Damus
Rik · 1w
How does one decide what is financial data? Who is going to make that decision? Also, the average block size did not really pass the 2MB limit, so one can argue about the real impact ordinals have o...
nostrich profile picture
Node runners get to make that decision through cautious changes to consensus rules over time.

It’s usually pretty obvious what is and isn’t a financial use case. Storing jpeg image data is not a financial use case - it’s a storage use case. Storing a hash that proves ownership of that jpeg might be considered a financial use case and since the burden on nodes of storing a 32 byte hash is negligible that should be (and is) possible within an 80 byte OP_RETURN. Anchoring a L2 chain like Lightning is a financial use case - other chains might not be financial but as long as the burden is no more than lightning they’re tolerable. Smart contracts that have no embedded data and release non-dust-sized UTXOs under certain conditions are probably financial. Node operators can accept or reject changes to consensus rules based on their own interpretation of what is a financial use case.
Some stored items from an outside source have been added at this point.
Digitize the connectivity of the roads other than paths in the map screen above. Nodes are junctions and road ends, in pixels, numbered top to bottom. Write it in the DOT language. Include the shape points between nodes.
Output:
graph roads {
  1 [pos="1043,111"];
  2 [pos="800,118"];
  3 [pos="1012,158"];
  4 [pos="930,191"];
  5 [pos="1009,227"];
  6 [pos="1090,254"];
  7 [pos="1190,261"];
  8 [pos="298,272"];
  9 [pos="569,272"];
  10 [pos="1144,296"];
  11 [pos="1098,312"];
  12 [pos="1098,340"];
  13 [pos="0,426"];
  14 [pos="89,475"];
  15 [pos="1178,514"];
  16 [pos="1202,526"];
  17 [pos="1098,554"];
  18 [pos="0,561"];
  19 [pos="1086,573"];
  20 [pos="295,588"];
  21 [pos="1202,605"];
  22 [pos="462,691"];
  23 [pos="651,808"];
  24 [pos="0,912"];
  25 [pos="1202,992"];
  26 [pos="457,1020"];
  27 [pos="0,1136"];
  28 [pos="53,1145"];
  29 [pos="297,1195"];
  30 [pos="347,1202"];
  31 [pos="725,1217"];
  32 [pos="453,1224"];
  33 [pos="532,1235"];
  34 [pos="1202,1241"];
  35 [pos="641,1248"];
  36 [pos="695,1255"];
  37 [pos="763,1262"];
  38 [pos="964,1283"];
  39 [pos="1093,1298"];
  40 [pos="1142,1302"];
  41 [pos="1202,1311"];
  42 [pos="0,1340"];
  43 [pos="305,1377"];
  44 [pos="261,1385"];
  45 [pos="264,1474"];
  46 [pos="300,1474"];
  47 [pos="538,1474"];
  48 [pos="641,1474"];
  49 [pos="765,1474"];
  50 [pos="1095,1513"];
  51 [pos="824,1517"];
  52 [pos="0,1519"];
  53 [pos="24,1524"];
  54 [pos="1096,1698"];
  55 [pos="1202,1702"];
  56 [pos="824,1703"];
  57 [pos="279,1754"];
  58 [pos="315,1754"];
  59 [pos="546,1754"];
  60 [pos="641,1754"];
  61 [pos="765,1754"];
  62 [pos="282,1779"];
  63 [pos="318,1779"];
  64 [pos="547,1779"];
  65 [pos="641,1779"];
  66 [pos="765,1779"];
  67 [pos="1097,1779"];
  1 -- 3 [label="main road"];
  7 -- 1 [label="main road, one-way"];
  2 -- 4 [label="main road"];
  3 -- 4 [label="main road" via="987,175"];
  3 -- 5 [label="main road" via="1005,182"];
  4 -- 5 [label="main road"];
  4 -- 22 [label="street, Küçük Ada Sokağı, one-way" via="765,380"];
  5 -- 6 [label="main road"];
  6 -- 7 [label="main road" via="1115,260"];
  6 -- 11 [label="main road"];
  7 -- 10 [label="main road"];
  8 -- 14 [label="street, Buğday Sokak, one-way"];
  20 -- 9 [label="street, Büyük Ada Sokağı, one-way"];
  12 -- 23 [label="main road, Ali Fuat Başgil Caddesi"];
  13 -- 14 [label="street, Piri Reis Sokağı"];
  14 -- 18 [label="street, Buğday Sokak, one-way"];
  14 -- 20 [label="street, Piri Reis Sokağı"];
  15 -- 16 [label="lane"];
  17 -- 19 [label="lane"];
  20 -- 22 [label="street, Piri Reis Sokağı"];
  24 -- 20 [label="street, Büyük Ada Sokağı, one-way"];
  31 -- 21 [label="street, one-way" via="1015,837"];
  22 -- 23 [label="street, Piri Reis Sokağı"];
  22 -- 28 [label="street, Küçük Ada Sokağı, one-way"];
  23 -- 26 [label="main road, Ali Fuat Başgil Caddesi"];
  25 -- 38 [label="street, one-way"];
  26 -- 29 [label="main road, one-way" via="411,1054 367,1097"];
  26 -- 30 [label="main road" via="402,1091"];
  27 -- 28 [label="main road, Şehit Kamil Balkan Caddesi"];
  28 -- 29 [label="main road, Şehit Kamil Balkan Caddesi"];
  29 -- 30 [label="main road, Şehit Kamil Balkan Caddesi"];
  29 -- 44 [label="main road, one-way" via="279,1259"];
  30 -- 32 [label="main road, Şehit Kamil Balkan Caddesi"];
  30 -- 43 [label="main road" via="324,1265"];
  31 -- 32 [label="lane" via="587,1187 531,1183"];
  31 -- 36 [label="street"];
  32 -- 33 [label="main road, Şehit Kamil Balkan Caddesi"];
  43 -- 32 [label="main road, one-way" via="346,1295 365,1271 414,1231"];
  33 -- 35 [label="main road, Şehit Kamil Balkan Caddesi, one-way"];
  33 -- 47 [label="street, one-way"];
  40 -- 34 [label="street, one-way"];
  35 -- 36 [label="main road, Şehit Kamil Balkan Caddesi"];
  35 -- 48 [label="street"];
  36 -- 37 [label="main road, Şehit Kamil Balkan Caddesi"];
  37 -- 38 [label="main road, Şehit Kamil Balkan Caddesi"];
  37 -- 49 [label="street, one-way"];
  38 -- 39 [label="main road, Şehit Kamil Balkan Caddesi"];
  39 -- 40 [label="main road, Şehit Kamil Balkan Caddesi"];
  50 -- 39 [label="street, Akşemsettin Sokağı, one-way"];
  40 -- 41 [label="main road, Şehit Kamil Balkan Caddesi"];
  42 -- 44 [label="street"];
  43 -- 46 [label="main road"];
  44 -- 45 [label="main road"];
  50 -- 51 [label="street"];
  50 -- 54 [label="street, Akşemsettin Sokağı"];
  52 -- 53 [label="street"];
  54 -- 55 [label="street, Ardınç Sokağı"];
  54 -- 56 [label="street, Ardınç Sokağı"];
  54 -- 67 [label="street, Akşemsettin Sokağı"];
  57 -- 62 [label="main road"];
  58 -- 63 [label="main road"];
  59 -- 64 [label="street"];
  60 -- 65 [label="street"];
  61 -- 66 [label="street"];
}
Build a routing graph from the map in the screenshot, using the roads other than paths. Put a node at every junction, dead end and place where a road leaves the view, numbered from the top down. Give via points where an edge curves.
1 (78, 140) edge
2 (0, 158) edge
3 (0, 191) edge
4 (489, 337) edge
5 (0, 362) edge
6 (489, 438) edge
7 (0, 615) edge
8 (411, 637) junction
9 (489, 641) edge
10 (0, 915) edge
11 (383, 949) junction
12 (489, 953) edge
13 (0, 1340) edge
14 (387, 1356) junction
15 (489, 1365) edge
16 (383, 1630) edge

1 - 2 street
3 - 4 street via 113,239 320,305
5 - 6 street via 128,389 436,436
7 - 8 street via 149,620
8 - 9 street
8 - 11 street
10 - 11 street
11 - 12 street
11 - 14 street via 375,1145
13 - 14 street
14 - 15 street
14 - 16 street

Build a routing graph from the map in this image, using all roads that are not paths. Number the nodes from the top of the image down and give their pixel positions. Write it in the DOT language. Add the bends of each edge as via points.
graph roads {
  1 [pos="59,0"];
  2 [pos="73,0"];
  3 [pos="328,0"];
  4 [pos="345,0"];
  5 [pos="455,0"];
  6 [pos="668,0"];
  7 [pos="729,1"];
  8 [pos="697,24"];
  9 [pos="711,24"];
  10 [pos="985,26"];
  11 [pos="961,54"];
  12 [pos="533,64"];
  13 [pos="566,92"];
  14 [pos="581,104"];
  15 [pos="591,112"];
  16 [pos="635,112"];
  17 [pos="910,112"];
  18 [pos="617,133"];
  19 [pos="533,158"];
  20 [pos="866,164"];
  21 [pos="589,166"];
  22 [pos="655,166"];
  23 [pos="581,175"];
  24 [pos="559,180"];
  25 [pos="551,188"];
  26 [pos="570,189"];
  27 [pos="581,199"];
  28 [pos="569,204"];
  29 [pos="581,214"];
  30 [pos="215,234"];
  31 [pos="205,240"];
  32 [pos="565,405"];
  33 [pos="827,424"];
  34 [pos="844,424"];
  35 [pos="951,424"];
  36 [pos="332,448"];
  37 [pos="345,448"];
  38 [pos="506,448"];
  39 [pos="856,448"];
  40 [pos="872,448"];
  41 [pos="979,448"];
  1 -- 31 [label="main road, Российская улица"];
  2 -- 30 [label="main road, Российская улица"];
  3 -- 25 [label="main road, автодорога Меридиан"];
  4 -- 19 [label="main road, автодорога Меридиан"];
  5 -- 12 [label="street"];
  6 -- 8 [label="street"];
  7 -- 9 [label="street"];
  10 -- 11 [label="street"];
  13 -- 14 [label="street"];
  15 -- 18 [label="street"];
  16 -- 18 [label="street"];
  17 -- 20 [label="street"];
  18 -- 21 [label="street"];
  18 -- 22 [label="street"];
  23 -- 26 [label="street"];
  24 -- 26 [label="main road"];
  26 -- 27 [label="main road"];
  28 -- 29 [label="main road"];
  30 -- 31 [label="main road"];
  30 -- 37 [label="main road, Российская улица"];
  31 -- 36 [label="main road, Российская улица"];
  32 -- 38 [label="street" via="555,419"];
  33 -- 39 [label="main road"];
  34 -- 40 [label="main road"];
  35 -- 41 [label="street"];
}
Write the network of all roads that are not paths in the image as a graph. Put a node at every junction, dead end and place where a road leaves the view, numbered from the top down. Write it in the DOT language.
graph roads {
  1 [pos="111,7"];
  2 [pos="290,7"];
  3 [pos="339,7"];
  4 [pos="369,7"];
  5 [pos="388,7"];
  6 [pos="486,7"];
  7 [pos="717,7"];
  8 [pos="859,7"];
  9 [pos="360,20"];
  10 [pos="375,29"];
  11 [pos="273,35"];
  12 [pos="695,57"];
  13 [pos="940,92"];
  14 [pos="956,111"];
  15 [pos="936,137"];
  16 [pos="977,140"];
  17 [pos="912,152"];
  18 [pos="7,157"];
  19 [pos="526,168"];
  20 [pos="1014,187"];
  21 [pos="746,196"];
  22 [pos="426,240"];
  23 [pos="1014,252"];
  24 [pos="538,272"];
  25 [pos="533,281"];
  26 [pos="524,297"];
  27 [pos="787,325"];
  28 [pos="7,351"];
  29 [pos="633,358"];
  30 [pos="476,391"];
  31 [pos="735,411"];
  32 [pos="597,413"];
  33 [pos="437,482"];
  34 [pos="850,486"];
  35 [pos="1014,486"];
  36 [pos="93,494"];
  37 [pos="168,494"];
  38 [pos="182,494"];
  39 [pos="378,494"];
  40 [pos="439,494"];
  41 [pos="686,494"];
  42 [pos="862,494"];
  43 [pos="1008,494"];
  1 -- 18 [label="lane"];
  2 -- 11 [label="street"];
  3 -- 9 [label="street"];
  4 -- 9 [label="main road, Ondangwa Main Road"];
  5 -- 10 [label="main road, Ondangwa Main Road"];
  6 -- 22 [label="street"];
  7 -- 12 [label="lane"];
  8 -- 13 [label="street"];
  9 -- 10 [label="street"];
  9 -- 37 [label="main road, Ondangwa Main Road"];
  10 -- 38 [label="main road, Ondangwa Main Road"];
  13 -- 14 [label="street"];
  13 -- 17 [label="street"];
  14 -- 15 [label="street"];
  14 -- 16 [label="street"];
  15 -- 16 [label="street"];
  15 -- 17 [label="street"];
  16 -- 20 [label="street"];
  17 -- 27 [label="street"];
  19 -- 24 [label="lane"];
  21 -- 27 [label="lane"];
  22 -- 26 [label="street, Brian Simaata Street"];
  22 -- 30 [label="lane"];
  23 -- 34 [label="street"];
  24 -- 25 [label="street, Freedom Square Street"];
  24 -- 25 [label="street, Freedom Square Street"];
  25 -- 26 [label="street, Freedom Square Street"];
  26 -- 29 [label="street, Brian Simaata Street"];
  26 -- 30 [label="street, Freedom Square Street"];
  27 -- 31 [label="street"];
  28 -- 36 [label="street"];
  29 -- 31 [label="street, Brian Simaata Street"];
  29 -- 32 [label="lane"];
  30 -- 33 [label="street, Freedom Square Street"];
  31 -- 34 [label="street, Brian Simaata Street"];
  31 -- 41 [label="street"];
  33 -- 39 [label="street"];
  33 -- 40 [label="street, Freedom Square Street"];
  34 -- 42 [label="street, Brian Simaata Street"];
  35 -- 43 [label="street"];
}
Lots of spam sits in mempools waiting for a low fee environment because they don’t care how long it takes to confirm. So they’re paying less per byte than typical financial transactions but increasing memory and storage demands for nodes significantly over the past few years. I read a recent analysis that fees are about 7% of miner revenue, so spam pays miners only a few percent but burdens node operators in terms of resource needs and unnecessary legal risks. I think spam eventually leads to centralization of nodes and that’s why I’m against spam.
Rik · 6d
How will node runners decide? Does the software have to be updated? Does this mean a hard fork for every "cautious change"? What is part of the resource growth can be actually attributed to spam? Sources? If legal risks are an issue, pruning might be an option. Or may be only keeping the last blo...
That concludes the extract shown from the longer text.